O tym, że pandemia koronawirusa wpływa także i na świat skoków narciarskich, doskonale można było się przekonać właśnie na przykładzie zawodów w Planicy. Miały się one odbyć bowiem na zakończenie poprzedniego sezonu, w marcu, ale ówczesne obostrzenia skutecznie to uniemożliwiły. Sytuacja uległa zmianie o tyle, że teraz organizowanie imprez jest już mozliwe, z tym że niestety bez udziału kibiców. A ponadto bardzo mocno uważać muszą sportowcy.
Boleśnie przekonał się o tym Karl Geiger. Niemiec jeszcze przed kilkoma dniami wybornie skakał w Planicy, gdzie wywalczył mistrzostwo świata w lotach. Teraz już jednak musi się borykać z zakażeniem koronawirusem, przez co straci nadchodzące zawody w Szwajcarii, w Engelbergu. Informacja ta spadła na niemieckiego skoczka tym bardziej niespodziewanie, że oprócz sukcesu sportowego, w poniedziałek było mu dane cieszyć się z narodzin dziecka.
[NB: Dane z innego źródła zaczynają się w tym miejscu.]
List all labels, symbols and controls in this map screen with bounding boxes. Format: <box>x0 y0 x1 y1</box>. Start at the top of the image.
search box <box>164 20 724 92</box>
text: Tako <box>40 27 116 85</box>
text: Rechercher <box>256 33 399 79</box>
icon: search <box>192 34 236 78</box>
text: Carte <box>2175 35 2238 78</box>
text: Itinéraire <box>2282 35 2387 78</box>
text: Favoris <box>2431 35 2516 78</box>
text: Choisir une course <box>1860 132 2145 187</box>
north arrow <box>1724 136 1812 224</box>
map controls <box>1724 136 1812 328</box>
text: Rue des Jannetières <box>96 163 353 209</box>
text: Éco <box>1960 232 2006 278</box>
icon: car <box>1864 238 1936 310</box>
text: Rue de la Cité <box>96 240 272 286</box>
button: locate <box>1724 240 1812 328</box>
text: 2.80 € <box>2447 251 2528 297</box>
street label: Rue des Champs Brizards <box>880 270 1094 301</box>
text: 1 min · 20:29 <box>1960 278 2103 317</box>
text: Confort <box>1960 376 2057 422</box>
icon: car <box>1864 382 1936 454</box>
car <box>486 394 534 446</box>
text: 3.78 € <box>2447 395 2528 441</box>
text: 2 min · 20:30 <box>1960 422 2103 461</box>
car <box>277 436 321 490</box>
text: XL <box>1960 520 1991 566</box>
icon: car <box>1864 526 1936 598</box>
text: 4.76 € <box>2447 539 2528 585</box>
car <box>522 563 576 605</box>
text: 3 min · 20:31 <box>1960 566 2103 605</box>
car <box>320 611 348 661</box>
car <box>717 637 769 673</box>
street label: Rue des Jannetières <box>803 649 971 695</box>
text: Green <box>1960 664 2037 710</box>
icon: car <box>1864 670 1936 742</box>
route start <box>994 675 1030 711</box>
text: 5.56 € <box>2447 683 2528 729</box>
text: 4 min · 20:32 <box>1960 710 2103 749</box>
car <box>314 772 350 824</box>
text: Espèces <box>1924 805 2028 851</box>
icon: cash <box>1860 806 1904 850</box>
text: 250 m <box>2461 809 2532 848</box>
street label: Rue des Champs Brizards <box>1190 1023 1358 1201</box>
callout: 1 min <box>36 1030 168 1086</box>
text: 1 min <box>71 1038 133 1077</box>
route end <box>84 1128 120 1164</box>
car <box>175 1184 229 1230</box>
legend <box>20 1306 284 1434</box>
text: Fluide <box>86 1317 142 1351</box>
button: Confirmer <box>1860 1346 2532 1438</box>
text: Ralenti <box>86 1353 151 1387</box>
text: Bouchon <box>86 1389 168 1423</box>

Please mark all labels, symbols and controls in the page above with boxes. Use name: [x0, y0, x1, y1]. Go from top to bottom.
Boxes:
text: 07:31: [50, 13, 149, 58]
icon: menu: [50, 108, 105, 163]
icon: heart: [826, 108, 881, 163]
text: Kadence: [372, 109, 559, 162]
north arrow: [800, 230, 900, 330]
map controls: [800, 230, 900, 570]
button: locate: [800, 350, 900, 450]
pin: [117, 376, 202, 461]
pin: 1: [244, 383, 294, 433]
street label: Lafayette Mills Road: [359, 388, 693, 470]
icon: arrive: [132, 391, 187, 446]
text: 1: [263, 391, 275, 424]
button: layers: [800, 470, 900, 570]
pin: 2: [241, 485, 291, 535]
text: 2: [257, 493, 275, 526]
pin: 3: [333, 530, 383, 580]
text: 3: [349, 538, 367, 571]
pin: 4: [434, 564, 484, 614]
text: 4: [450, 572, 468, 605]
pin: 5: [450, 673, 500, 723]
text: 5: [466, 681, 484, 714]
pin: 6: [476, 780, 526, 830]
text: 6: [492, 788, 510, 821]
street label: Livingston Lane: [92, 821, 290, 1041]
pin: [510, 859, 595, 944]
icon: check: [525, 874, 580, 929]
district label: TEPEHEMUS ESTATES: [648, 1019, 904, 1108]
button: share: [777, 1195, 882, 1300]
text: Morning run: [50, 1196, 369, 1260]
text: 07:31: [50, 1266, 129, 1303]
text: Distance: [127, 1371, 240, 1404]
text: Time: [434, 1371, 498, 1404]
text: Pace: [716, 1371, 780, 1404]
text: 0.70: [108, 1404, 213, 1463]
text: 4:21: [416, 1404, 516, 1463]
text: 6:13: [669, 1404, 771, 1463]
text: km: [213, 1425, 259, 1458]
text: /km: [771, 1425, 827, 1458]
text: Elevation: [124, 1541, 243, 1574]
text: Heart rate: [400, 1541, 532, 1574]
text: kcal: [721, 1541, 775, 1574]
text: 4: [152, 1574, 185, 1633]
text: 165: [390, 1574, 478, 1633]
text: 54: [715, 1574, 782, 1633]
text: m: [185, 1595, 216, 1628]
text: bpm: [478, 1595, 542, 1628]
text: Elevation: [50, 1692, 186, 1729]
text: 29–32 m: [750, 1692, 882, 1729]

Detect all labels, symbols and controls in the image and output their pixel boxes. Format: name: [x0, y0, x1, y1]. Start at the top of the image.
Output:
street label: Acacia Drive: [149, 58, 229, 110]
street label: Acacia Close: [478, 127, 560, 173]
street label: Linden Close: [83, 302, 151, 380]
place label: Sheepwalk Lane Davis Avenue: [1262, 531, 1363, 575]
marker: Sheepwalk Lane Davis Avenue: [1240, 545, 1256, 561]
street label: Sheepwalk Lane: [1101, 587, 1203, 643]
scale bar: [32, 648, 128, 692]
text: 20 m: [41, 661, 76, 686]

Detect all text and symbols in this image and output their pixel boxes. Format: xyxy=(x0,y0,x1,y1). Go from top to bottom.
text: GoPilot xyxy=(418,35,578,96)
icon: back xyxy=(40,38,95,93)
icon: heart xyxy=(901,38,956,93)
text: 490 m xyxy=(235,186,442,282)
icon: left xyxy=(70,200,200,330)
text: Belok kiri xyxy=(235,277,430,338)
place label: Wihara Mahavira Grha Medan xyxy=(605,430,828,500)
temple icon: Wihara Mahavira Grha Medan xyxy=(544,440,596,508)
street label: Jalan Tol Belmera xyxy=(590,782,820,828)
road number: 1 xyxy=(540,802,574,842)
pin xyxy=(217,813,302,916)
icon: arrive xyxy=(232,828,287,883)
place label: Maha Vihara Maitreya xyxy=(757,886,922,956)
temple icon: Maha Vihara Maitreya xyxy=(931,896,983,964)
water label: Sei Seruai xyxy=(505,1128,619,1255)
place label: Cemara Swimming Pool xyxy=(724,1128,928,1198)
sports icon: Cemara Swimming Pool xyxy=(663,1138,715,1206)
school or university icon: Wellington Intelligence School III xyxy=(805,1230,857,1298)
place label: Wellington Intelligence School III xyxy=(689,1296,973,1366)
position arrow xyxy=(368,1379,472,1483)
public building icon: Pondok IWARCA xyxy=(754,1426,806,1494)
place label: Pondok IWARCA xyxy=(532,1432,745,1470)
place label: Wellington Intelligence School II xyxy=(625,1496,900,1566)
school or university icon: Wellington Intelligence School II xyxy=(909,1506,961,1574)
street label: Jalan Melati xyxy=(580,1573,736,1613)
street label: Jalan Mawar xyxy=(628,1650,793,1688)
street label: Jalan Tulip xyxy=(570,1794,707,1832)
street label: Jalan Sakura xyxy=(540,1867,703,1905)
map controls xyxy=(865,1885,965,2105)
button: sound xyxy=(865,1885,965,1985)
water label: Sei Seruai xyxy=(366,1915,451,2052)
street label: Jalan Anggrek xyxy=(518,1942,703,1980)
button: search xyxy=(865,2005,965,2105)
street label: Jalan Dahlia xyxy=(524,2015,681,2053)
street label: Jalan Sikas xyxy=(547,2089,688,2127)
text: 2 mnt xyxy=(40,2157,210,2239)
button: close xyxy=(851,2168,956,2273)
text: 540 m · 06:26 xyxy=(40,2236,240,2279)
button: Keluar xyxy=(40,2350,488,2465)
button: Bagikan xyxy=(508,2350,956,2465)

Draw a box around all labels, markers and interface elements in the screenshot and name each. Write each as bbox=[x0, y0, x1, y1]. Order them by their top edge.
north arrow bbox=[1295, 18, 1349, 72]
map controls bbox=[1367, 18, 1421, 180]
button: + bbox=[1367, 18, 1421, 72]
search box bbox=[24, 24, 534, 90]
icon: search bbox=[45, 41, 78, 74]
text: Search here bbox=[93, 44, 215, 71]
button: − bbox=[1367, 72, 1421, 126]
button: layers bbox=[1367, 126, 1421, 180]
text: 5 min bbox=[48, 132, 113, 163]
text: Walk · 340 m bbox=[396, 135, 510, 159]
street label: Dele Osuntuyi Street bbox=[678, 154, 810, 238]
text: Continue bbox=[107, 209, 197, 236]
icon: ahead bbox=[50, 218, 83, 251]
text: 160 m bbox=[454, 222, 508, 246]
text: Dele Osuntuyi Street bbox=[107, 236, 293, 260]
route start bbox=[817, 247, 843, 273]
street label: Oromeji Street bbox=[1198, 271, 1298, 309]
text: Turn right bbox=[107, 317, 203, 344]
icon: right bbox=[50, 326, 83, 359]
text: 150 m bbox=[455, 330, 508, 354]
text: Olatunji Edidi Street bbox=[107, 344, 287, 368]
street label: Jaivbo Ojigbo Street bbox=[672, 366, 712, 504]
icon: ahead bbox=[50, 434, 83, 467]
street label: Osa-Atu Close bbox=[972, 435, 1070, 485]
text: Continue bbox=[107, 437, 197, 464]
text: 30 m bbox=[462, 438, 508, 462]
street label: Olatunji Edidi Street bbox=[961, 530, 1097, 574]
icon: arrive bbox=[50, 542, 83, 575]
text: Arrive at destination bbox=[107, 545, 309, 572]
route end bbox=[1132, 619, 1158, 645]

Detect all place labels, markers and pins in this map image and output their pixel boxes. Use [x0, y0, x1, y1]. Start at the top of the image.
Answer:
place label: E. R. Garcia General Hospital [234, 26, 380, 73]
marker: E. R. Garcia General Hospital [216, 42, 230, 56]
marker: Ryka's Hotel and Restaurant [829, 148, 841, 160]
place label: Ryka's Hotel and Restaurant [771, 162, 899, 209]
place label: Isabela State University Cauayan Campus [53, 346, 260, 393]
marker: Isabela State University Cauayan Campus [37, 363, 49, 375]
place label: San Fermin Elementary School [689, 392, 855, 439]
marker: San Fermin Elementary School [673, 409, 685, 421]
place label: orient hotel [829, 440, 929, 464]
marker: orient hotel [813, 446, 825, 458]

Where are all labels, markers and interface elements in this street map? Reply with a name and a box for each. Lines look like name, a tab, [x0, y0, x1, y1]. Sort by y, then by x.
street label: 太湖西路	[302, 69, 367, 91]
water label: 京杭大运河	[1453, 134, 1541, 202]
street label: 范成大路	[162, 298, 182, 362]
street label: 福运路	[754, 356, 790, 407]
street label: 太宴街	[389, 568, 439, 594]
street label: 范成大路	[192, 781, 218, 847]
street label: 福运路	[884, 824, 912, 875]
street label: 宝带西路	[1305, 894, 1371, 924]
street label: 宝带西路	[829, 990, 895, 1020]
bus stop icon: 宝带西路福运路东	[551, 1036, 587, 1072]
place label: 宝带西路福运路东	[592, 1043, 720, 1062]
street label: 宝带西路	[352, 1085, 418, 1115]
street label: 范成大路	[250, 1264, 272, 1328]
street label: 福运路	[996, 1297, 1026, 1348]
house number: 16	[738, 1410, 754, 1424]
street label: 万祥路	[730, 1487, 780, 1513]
Na całe szczęście Geiger, podopieczny trenera Stefana Horngachera, przechodzi zakażenie koronawirusem bez większych problemów.
"Życie miewa chwilami w zanadrzu kilka niespodzianek... Czasami, niestety, nie tak dobrych: w rutynowym teście uzyskałem pozytywny wynik na obecność wirusa. Zupełnie mnie to zaskoczyło, ponieważ nie mam żadnych objawów i zawsze zachowywałem niezbędne środki ostrożności. Poddam się teraz obowiązkowej kwarantannnie i jak najlepiej ją wykorzystam" - napisał na Instagramie mistrz świata z Planicy.
Teraz Niemiec pozostanie w izolacji do czasu uporania się z zakażeniem w swoim organizmie.